Here are some (mostly) recent things I found interesting:


  • IBM's Blockchain solution for global payments.  IBM announced a new blockchain banking solution that will, with partners Stellar.org and KlickEx Group improve the speed in which banks both clear and settle payment transactions on a single network in near real time. IBM says the solution is run from the IBM Blockchain Platform on Hyperledger Fabric and that they will continue to advance the solution with the goal of expanding capabilities in order to support central bank-issued digital currencies, securities, bonds and structured financial assets.
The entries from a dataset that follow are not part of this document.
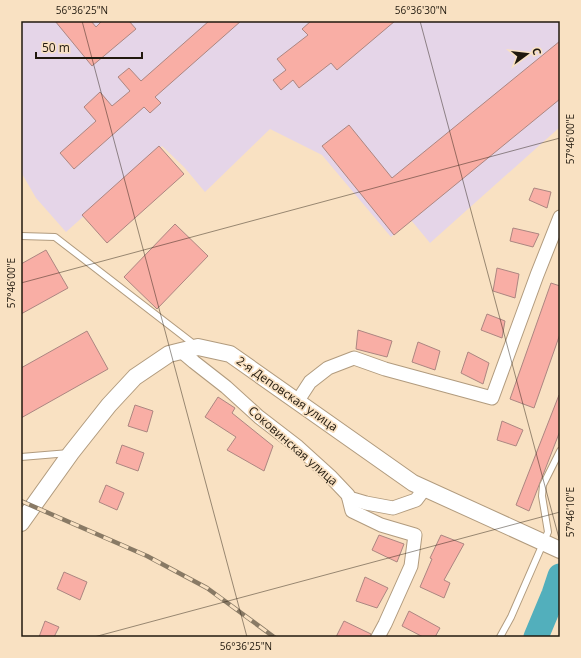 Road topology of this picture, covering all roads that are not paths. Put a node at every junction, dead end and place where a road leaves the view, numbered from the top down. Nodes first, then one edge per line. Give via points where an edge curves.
1 (560, 217) edge
2 (21, 236) edge
3 (198, 347) junction
4 (181, 351) junction
5 (297, 402) junction
6 (560, 451) edge
7 (70, 453) junction
8 (21, 457) edge
9 (425, 488) junction
10 (349, 498) junction
11 (21, 523) edge
12 (553, 546) edge
13 (378, 637) edge
14 (500, 637) edge

1 - 5 street via 492,398 354,358 328,368 310,382
2 - 3 lane via 55,237
3 - 4 street, 2-я Деповская улица
3 - 5 street, 2-я Деповская улица via 230,354
4 - 7 street, 2-я Деповская улица via 169,354 134,378
4 - 10 street, Соковинская улица via 330,476
5 - 9 street, 2-я Деповская улица
6 - 12 lane via 543,485 542,496
7 - 8 lane
7 - 11 street, 2-я Деповская улица
9 - 10 street via 416,500 394,508
9 - 12 street, 2-я Деповская улица
10 - 13 street, Соковинская улица via 352,511 381,525 415,535 411,566
12 - 14 lane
  • Arm launches security framework IoT at scale. At the annual Arm TechCon conference this year Arm introduced a common industry framework for building secure connected devices, called Platform Security Architecture (PSA). The company said PSA will deliver representative IoT threat models and security analyses, hardware and firmware architecture specs, and a reference open source implementation of the firmware specification called Trusted Firmware-M.
  • Cisco acquires Perspica. Cisco announced that it is acquiring machine learning-driven operations analytics firm Perspica for an undisclosed amount. Cisco will fold the company staff into AppDynamics, which it purchased earlier in the year for $3.7 billion. 
  • Intel doubles down with $60M on startups. At its annual conference Intel Capital revealed 19 new investments in startups, totaling more than $60 million. Intel Capital's Wendell Brooks focused on the data explosion, noting that "by 2020, every autonomous vehicle on the road will create 4TB of data per day. A million self-driving cars will create the same amount of data every day as 3 billion people.  Company investments in startups were from all over the world and included such companies as Trace, Bossa Nova Robotics, Horizon Robotics, Echo Pixel, TileDB, LeapMind and AdHawk Microsystems.
  • U.S. warns about attacks on energy, industrial firms.  This seems almost like a template announcement... that has happened, and will probably keep happening.  The U.S. government issued a public warning last week that hackers are targeting energy and industrial firms. Homeland Security warned that nuclear, energy, aviation, water and critical manufacturing industries have been targeted along with government entities in attacks dating back to at least May.